Having achieved the desired quality, he is presently focusing on the business side. He hopes that within the next five years he’ll be able to build the necessary business model into the business, which will make it sustainable. He is confident that enough people are passionate about tea to grow both his customer base and the tourism aspect of the business.
The Harpers have developed a solid following with the UK’s East Asian community, whose tea-drinking habits differ from that of classical British tea drinkers (i.e., they do not add milk and sugar like the Brits have traditionally done). Additionally, according to Harper, they have been cultivating a growing flock of fans amongst young people in general, who similarly do not echo the consumption pattern of earlier generations in the UK.
“We're noticing that, actually, when we go to London and visit, that the fine specialty tea drinkers are younger than me," says Harper, who notes the biggest group seems to be in their 20s and 30s. "It's slowly building. I think the picture will look different in another ten, fifteen, twenty years’ time,” says Harper.
The tourism side has also proven to be unexpectedly promising as it show signs of boosting tourism in places like Wales and Scotland.
“People will come and visit the plantation…from the from all over the UK and abroad," he says. "These are things that I didn't expect when we started to grow some tea seeds because I didn't realize that the passion for tea was out there amongst people.”
It’s the steady enthusiasm for tea that’s really what is driving tea-producers like the Harpers. What they are also finding quite remarkable is how culturally unifying the plant has been for enthusiasts in an age, post Brexit, when immigrants are viewed with suspicion and Britons are struggling with the definition of what it means to be ‘British’.
“It's been interesting from a cultural heritage point of view because we get a lot of people from India who are British, who are living and working in Britain, who want to bring their family," says Harper, who notes many are Indian, Chinese, Taiwanese, and Japanese. "They want to show something of their own culture even though it's not necessarily the same method that they would use."
On the other hand, he recounts that when locals who’ve lived in the area for generations come to visit the estate, they experience a bit of a culture shock in being served tea without milk and sugar.

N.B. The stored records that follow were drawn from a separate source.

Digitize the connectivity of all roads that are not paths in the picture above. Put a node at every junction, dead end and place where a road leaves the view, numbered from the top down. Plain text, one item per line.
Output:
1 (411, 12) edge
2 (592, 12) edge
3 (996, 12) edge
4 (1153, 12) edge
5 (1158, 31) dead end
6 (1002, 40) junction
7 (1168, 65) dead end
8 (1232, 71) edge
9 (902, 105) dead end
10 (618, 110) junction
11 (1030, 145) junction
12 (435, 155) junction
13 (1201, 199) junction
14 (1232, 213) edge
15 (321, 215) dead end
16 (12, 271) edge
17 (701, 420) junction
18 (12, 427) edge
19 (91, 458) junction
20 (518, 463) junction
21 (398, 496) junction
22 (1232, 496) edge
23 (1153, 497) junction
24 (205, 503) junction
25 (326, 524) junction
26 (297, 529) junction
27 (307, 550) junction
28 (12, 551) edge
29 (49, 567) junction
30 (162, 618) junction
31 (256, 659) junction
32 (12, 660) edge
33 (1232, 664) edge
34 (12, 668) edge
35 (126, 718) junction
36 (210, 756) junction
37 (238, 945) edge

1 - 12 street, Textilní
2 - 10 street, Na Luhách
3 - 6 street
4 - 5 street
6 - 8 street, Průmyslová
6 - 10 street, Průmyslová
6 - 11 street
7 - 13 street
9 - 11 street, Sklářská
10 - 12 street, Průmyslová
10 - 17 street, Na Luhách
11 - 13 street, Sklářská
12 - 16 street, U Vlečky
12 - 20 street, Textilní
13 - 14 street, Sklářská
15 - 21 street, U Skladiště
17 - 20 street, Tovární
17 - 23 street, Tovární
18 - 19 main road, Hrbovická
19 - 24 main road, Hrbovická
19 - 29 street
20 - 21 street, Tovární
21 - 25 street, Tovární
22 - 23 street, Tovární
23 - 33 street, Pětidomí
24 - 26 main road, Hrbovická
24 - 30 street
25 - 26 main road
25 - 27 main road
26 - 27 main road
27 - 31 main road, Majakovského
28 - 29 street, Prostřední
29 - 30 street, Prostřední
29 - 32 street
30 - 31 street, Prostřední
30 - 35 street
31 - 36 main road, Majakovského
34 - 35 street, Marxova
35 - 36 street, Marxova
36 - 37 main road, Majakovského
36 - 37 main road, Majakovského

So, the Harpers end up doing a lot of tea-educating, presenting tea consumption according to different styles, such as Gong Fu and something they call “semi-western.”

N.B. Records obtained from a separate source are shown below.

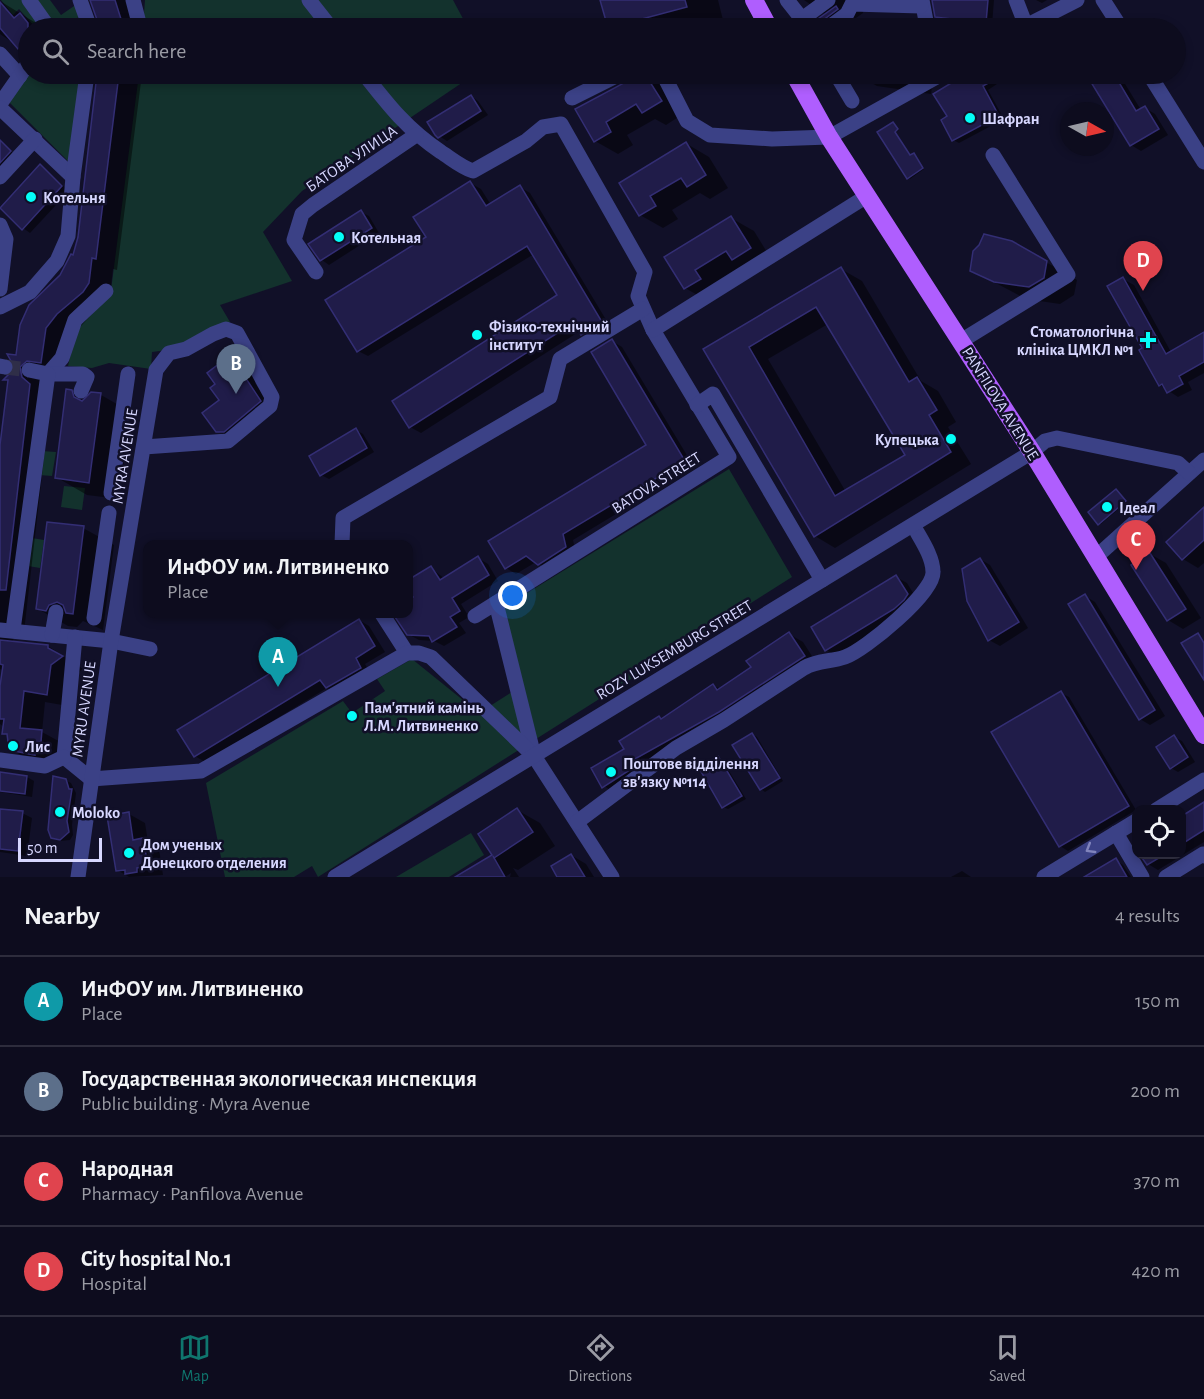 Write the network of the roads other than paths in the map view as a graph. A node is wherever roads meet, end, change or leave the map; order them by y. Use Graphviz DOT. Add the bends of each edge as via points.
graph roads {
  1 [pos="29,0"];
  2 [pos="80,0"];
  3 [pos="134,0"];
  4 [pos="309,0"];
  5 [pos="754,0"];
  6 [pos="788,0"];
  7 [pos="828,0"];
  8 [pos="1016,0"];
  9 [pos="1077,0"];
  10 [pos="1103,0"];
  11 [pos="848,2"];
  12 [pos="926,17"];
  13 [pos="42,18"];
  14 [pos="86,18"];
  15 [pos="138,18"];
  16 [pos="323,18"];
  17 [pos="764,18"];
  18 [pos="798,18"];
  19 [pos="808,18"];
  20 [pos="842,18"];
  21 [pos="1021,18"];
  22 [pos="1042,18"];
  23 [pos="1115,18"];
  24 [pos="0,54"];
  25 [pos="18,66"];
  26 [pos="18,79"];
  27 [pos="86,84"];
  28 [pos="372,84"];
  29 [pos="600,84"];
  30 [pos="668,84"];
  31 [pos="800,84"];
  32 [pos="842,84"];
  33 [pos="924,84"];
  34 [pos="1155,84"];
  35 [pos="572,98"];
  36 [pos="852,101"];
  37 [pos="0,106"];
  38 [pos="561,124"];
  39 [pos="416,135"];
  40 [pos="829,137"];
  41 [pos="35,139"];
  42 [pos="993,155"];
  43 [pos="1204,162"];
  44 [pos="0,177"];
  45 [pos="73,177"];
  46 [pos="867,196"];
  47 [pos="0,225"];
  48 [pos="316,272"];
  49 [pos="0,289"];
  50 [pos="106,291"];
  51 [pos="0,307"];
  52 [pos="643,309"];
  53 [pos="653,330"];
  54 [pos="961,341"];
  55 [pos="28,370"];
  56 [pos="48,374"];
  57 [pos="128,374"];
  58 [pos="81,391"];
  59 [pos="697,405"];
  60 [pos="144,447"];
  61 [pos="745,449"];
  62 [pos="1032,452"];
  63 [pos="729,458"];
  64 [pos="1204,460"];
  65 [pos="115,470"];
  66 [pos="1189,473"];
  67 [pos="140,474"];
  68 [pos="111,493"];
  69 [pos="109,513"];
  70 [pos="913,525"];
  71 [pos="342,540"];
  72 [pos="1096,557"];
  73 [pos="101,568"];
  74 [pos="123,572"];
  75 [pos="822,580"];
  76 [pos="496,603"];
  77 [pos="56,612"];
  78 [pos="475,616"];
  79 [pos="94,618"];
  80 [pos="384,618"];
  81 [pos="7,630"];
  82 [pos="52,635"];
  83 [pos="75,637"];
  84 [pos="111,641"];
  85 [pos="150,649"];
  86 [pos="407,654"];
  87 [pos="1204,735"];
  88 [pos="534,756"];
  89 [pos="64,757"];
  90 [pos="0,760"];
  91 [pos="91,779"];
  92 [pos="1204,780"];
  93 [pos="1164,805"];
  94 [pos="577,822"];
  95 [pos="1132,824"];
  96 [pos="1116,833"];
  97 [pos="1204,856"];
  98 [pos="78,877"];
  99 [pos="336,877"];
  100 [pos="612,877"];
  101 [pos="1044,877"];
  102 [pos="1142,877"];
  103 [pos="1166,877"];
  1 -- 13 [label="street"];
  2 -- 14 [label="street"];
  3 -- 15 [label="street"];
  4 -- 16 [label="street"];
  5 -- 17 [label="main road"];
  6 -- 18 [label="street"];
  7 -- 19 [label="street"];
  8 -- 21 [label="street"];
  9 -- 22 [label="street"];
  10 -- 23 [label="street"];
  11 -- 12 [label="street"];
  11 -- 20 [label="street" via="847,14"];
  24 -- 25 [label="street"];
  26 -- 37 [label="street"];
  27 -- 45 [label="street"];
  28 -- 39 [label="street, БАТОВА УЛИЦА"];
  29 -- 35 [label="street"];
  30 -- 40 [label="street" via="687,121 710,135"];
  31 -- 40 [label="main road, PANFILOVA AVENUE"];
  32 -- 36 [label="street"];
  33 -- 40 [label="street"];
  34 -- 43 [label="street"];
  37 -- 41 [label="street"];
  38 -- 39 [label="street, БАТОВА УЛИЦА" via="543,127 473,171"];
  38 -- 52 [label="street, BATOVA STREET" via="645,272 638,296"];
  39 -- 48 [label="street, БАТОВА УЛИЦА" via="302,214 294,240"];
  40 -- 46 [label="main road, PANFILOVA AVENUE"];
  41 -- 44 [label="street"];
  41 -- 45 [label="street"];
  42 -- 54 [label="street" via="1068,275"];
  45 -- 51 [label="street" via="68,236 57,261 30,292"];
  46 -- 53 [label="street"];
  46 -- 54 [label="main road, PANFILOVA AVENUE"];
  47 -- 49 [label="street" via="6,239"];
  50 -- 56 [label="street" via="75,320 62,358"];
  52 -- 53 [label="street, BATOVA STREET"];
  52 -- 71 [label="street" via="560,359 550,397 343,518"];
  53 -- 59 [label="street, BATOVA STREET"];
  54 -- 62 [label="main road, PANFILOVA AVENUE"];
  55 -- 56 [label="street"];
  56 -- 58 [label="street" via="83,374 87,377"];
  56 -- 81 [label="street"];
  57 -- 65 [label="street"];
  59 -- 61 [label="street" via="713,394"];
  59 -- 63 [label="street, BATOVA STREET"];
  60 -- 60 [label="street, MYRA AVENUE" via="156,370 170,353 226,330 237,333 272,397 270,406 228,441"];
  60 -- 67 [label="street, MYRA AVENUE"];
  61 -- 63 [label="street"];
  61 -- 75 [label="street"];
  62 -- 66 [label="street, ROZY LUKSEMBURG STREET" via="1045,441 1057,438 1178,463"];
  62 -- 70 [label="street, ROZY LUKSEMBURG STREET"];
  62 -- 72 [label="main road, PANFILOVA AVENUE"];
  63 -- 76 [label="street, BATOVA STREET"];
  64 -- 66 [label="street"];
  65 -- 67 [label="street"];
  65 -- 68 [label="street"];
  66 -- 72 [label="street"];
  67 -- 74 [label="street, MYRU AVENUE"];
  69 -- 73 [label="street"];
  70 -- 75 [label="street, ROZY LUKSEMBURG STREET"];
  70 -- 94 [label="street" via="931,559 932,581 876,638 847,657 814,662 804,668 676,748"];
  72 -- 87 [label="main road, PANFILOVA AVENUE"];
  73 -- 74 [label="street"];
  73 -- 79 [label="street"];
  74 -- 84 [label="street, MYRU AVENUE"];
  75 -- 88 [label="street, ROZY LUKSEMBURG STREET"];
  76 -- 78 [label="street, BATOVA STREET"];
  76 -- 88 [label="street"];
  77 -- 82 [label="street"];
  80 -- 86 [label="street"];
  81 -- 82 [label="street"];
  82 -- 83 [label="street"];
  83 -- 84 [label="street"];
  83 -- 89 [label="street"];
  84 -- 85 [label="street"];
  84 -- 91 [label="street, MYRU AVENUE"];
  86 -- 88 [label="street" via="431,657"];
  86 -- 91 [label="street" via="201,771"];
  88 -- 94 [label="street"];
  88 -- 99 [label="street, ROZY LUKSEMBURG STREET"];
  89 -- 90 [label="street" via="45,766"];
  89 -- 91 [label="street"];
  91 -- 98 [label="street, MYRU AVENUE"];
  92 -- 93 [label="street"];
  94 -- 100 [label="street"];
  95 -- 96 [label="street"];
  96 -- 101 [label="street, one-way"];
  96 -- 102 [label="street"];
  97 -- 103 [label="street"];
}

Harper is proud of having achieved something unlikely alongside the work they are doing in tea education and quality as well as on fair trade practices and emphasis on purchasing organically and biodynamically cultivated tea. Recognizing that most of the public at large can’t afford to drink their tea or other fine locally produced tea exclusively, but given the high demand for tea in Britain, he contends that by influencing the choices the consumer makes, he can encourage them to make a positive impact on the workers and the environment at places to which they will never physically go. As a cultivator and a naturalist, he takes tea education very seriously.
“There are some really good things that people can do, and they only need to spend a few pence more on their packets of tea to make a big difference in the right places, in my view,” says Harper.

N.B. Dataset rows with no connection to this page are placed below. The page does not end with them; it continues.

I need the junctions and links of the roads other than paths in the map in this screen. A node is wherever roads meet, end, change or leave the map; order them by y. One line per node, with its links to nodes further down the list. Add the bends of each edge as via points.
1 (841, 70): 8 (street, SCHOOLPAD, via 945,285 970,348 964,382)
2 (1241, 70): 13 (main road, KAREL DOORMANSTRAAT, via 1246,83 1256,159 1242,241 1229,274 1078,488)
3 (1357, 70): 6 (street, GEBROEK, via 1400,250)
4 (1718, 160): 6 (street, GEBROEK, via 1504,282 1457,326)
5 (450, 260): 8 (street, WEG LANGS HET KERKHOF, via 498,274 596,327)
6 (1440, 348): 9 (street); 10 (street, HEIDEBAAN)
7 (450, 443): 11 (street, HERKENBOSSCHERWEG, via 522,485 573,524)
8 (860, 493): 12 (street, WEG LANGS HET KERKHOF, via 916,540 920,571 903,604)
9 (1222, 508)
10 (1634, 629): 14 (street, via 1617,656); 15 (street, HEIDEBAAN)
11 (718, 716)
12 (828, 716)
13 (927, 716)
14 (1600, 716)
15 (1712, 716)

The Harpers and their estate stand as a prime example of just how powerful a passion for tea can be. Jo describes himself as obsessed with tea, the plant having influenced so much of his daily life and thoughts since the tea garden was established.
“There's a magic that happens,” he says talking about how tea has influenced the Harpers’ lives. Whether from England to India to Taiwan to Kenya or Japan, it’s a feeling that tea-growers share worldwide, and it binds them together.